I'm not an expert, but it looks like an injury. I've got a blue ram and have experience with fungus on barbs. Your fish looks fine except for that little cut on it's lip. A little aquarium salt may speed healing. I try to avoid medicating unless it's necessary as it lowers the fish's resistance to the meds when a real problem arises, and, if you don't have a hospital tank, it will medicate fish that aren't sick. Good luck.


----------



## GTZ (Apr 21, 2010)

Need some additional info, please post:
Tank Dimensions-
Water Parameters (Temperature, Ammonia, Nitrite, Nitrate, pH and if possible GH and KH)-
What and How Often You Feed-
How long the fish has been in it's current tank-
Tankmates-
How long the tank has been running-
Regular water change amount and frequency-
List any water additives-
Is the tank cycled?-


----------



## Trickerie (May 29, 2012)

Tank: 25g(24x12x20), natural biofilter from plants (dirted tank), has been up for around 2 months
Parameters: Temp: 78-82F, depending on time of day
Ammonia: 0.5ppm (test kit is uncalibrated so could very well be 0, since it never reads below these levels)
Nitrite: 0.5ppm
Nitrate: 10ppm
PH: 7.0
KH: 5d
GH: 4d
Feeding: 2-3 times per day, small meals, flakes and shrimp pellets, mysis shrimp snacks
TankMates: 5xPeppered Cory, 5xBlack Skirt Tetras, 5x Serpae Tetras, 1xFemale Blue Ram, 1xGolden Apple Snail, have had the male ram about a week
Water Changes: 25-30% twice per week
No additives


----------



## GTZ (Apr 21, 2010)

It looks like a wound from fighting.
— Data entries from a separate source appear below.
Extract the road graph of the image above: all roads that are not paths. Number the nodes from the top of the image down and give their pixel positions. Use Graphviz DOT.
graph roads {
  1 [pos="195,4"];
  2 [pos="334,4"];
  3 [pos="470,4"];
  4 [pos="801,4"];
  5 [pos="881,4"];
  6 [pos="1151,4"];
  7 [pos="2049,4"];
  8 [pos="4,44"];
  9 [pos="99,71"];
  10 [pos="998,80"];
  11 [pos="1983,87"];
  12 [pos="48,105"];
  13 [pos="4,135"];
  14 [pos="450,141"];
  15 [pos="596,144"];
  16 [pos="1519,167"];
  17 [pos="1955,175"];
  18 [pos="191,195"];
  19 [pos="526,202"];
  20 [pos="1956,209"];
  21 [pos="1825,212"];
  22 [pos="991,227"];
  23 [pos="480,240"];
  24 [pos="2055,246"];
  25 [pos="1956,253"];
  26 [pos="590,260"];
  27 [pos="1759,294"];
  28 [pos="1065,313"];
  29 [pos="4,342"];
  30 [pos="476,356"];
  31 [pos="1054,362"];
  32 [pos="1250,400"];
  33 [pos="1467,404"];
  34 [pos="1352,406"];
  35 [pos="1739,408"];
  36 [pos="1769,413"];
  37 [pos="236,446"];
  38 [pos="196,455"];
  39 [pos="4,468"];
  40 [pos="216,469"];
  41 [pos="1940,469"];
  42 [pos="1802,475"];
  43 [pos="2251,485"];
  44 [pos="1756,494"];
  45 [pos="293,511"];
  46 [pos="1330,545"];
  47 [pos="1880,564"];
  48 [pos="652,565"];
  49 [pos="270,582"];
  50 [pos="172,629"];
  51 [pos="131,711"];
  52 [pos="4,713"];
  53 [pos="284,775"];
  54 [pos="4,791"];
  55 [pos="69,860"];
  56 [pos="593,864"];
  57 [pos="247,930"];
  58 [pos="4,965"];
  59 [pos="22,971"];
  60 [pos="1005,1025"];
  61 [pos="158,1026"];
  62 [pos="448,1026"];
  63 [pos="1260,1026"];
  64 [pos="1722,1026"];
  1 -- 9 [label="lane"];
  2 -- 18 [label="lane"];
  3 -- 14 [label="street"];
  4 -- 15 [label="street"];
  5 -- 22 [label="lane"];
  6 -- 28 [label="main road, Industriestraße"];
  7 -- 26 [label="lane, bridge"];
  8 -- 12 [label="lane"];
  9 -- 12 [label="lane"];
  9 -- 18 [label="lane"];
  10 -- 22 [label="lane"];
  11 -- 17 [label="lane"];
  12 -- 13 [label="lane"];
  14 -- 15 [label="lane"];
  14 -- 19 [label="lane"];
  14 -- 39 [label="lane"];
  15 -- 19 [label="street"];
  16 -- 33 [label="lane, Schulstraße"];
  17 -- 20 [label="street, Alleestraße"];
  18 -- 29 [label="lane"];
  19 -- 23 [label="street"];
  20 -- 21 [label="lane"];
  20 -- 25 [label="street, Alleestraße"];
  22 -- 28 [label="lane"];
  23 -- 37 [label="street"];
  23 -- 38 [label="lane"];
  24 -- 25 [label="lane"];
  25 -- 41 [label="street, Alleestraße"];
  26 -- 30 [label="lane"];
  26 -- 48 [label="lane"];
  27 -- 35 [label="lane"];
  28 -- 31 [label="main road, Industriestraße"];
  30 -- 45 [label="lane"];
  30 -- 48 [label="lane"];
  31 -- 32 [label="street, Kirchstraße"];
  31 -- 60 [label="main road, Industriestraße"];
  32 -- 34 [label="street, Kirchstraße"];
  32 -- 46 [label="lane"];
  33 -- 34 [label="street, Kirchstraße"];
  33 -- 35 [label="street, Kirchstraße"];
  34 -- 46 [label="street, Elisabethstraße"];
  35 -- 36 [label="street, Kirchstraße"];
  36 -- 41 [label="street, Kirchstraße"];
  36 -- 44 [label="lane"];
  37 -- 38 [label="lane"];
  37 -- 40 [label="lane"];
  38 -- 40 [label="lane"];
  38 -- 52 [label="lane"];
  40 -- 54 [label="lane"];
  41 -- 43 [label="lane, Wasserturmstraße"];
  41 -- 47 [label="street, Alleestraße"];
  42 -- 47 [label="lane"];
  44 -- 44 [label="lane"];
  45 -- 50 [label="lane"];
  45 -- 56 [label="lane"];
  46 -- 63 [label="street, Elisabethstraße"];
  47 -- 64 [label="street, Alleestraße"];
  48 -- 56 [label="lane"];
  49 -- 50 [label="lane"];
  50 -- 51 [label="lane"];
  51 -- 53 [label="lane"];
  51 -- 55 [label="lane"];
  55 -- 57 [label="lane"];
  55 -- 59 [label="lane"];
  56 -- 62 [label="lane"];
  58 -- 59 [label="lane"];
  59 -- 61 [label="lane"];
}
Observe over the next few days, watch for aggression in the tank. If the wound grows larger, changes in appearance, or begins showing elsewhere on the fish, treat with API Furan-2 and/or Seachem Kanaplex (they can be combined).


----------



## Trickerie (May 29, 2012)

Well, overnight his diagnosis has turned grim. I woke this morning to see him with giant white lips. Its most definitely columnaris. I quickly removed him from the tank and put him in a small tank with aeration. I salted the water a bit and added some stuff for secondary infection. However, I don't know what to do to treat the columnaris.


----------



## GTZ (Apr 21, 2010)

GTZ said:


> treat with API Furan-2 and/or Seachem Kanaplex (they can be combined).


I'd treat with both.


----------



## Trickerie (May 29, 2012)

Hope my little guy lasts the night. I'll be getting some meds for him tomorrow. I guess I should simply stock up on them BEFORE I need them :|


----------



## GTZ (Apr 21, 2010)

It's a bit of a toss up, sometimes they'll expire before getting used, so if you don't mind the extra money spent to replace them, then it's good to have them on hand.


----------



## Trickerie (May 29, 2012)

He survived the night. I did a large water change and then dosed him with some erythromycin. Now I just need to wait. I hope the erythromycin will work.


----------



## GTZ (Apr 21, 2010)

Erythromycin is primarily a gram positive treatment. Because columnaris is gram negative, chances are slim that it will cure the infection.
Periodic water testing is recommended while treating with erythromycin as it can be harsh on nitrifying bacteria.


----------



## Trickerie (May 29, 2012)

Thanks. I noticed that as well and picked up some Furan-2 as well to use in conjunction. Hopefully the furan-2 will fight the columnaris, while the gram positive medication stops secondary infections, since I think he may have contracted this due to a wound in the first place.


----------



## bwestgsx06 (Sep 21, 2011)

Does API general cure have erythromycin in it? See my thread for pics of the two sals who I think have columnaris as well :/ best of luck on a full recovery to your ram


----------



## GTZ (Apr 21, 2010)

Trickerie said:


> Thanks. I noticed that as well and picked up some Furan-2 as well to use in conjunction.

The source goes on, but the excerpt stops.